Collected data entries

----

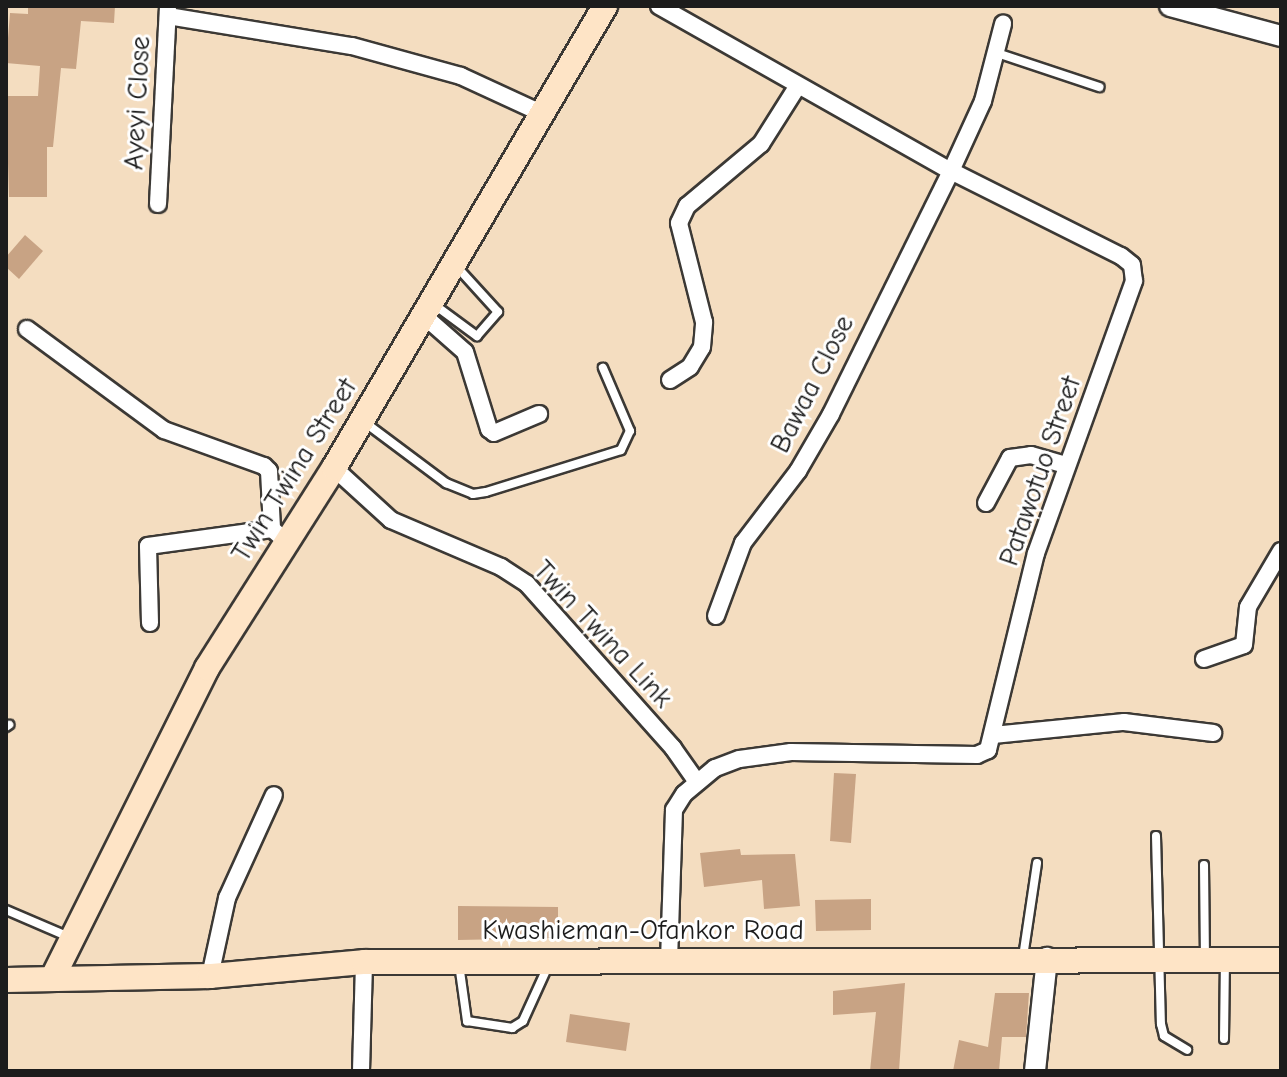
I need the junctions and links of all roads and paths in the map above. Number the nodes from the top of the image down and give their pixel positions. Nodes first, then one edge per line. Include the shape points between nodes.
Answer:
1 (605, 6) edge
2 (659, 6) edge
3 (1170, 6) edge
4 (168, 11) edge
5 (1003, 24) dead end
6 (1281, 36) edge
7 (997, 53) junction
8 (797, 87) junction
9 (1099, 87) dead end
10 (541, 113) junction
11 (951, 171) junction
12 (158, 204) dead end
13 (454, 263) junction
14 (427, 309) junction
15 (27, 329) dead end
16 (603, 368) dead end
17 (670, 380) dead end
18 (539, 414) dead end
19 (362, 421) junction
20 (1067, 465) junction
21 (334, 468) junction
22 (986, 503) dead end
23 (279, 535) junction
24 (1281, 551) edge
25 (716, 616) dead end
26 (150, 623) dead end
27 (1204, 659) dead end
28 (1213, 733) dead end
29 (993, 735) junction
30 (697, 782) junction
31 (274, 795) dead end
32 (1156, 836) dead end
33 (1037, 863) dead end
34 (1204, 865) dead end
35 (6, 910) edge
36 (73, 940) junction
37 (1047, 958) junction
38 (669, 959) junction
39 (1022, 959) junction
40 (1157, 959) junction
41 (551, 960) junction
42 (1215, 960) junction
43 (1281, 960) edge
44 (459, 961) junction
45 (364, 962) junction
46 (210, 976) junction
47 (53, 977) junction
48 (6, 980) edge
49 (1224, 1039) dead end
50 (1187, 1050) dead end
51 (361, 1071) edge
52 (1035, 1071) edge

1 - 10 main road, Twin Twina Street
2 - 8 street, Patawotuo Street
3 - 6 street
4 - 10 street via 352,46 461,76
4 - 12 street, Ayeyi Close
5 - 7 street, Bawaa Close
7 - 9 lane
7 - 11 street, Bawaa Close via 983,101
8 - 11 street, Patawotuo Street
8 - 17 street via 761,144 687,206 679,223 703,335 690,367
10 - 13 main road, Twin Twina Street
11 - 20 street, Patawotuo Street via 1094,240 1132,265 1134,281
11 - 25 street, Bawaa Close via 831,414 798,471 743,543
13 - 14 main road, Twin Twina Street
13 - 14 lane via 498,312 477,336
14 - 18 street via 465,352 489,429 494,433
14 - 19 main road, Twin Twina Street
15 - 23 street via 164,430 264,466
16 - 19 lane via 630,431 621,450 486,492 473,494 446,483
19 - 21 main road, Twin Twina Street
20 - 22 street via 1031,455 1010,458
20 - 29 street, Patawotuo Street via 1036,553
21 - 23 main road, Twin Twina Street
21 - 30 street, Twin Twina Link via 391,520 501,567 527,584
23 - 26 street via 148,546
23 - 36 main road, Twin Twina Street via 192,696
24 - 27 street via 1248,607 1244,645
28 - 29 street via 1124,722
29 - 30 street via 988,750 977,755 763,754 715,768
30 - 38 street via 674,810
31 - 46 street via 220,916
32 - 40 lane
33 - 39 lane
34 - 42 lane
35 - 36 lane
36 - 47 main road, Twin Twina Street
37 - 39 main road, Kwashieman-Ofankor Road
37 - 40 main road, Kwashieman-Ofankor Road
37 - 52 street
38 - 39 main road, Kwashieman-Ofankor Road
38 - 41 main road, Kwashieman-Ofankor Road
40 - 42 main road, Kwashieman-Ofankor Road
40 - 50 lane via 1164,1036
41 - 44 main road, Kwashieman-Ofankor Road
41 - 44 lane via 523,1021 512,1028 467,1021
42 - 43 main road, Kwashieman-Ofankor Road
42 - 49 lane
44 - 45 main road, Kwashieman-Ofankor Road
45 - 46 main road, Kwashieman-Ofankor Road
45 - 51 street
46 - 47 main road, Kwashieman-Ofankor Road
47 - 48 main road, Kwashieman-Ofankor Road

----

The answer must be all the lines above that hold the word "Patawotuo".

2 - 8 street, Patawotuo Street
8 - 11 street, Patawotuo Street
11 - 20 street, Patawotuo Street via 1094,240 1132,265 1134,281
20 - 29 street, Patawotuo Street via 1036,553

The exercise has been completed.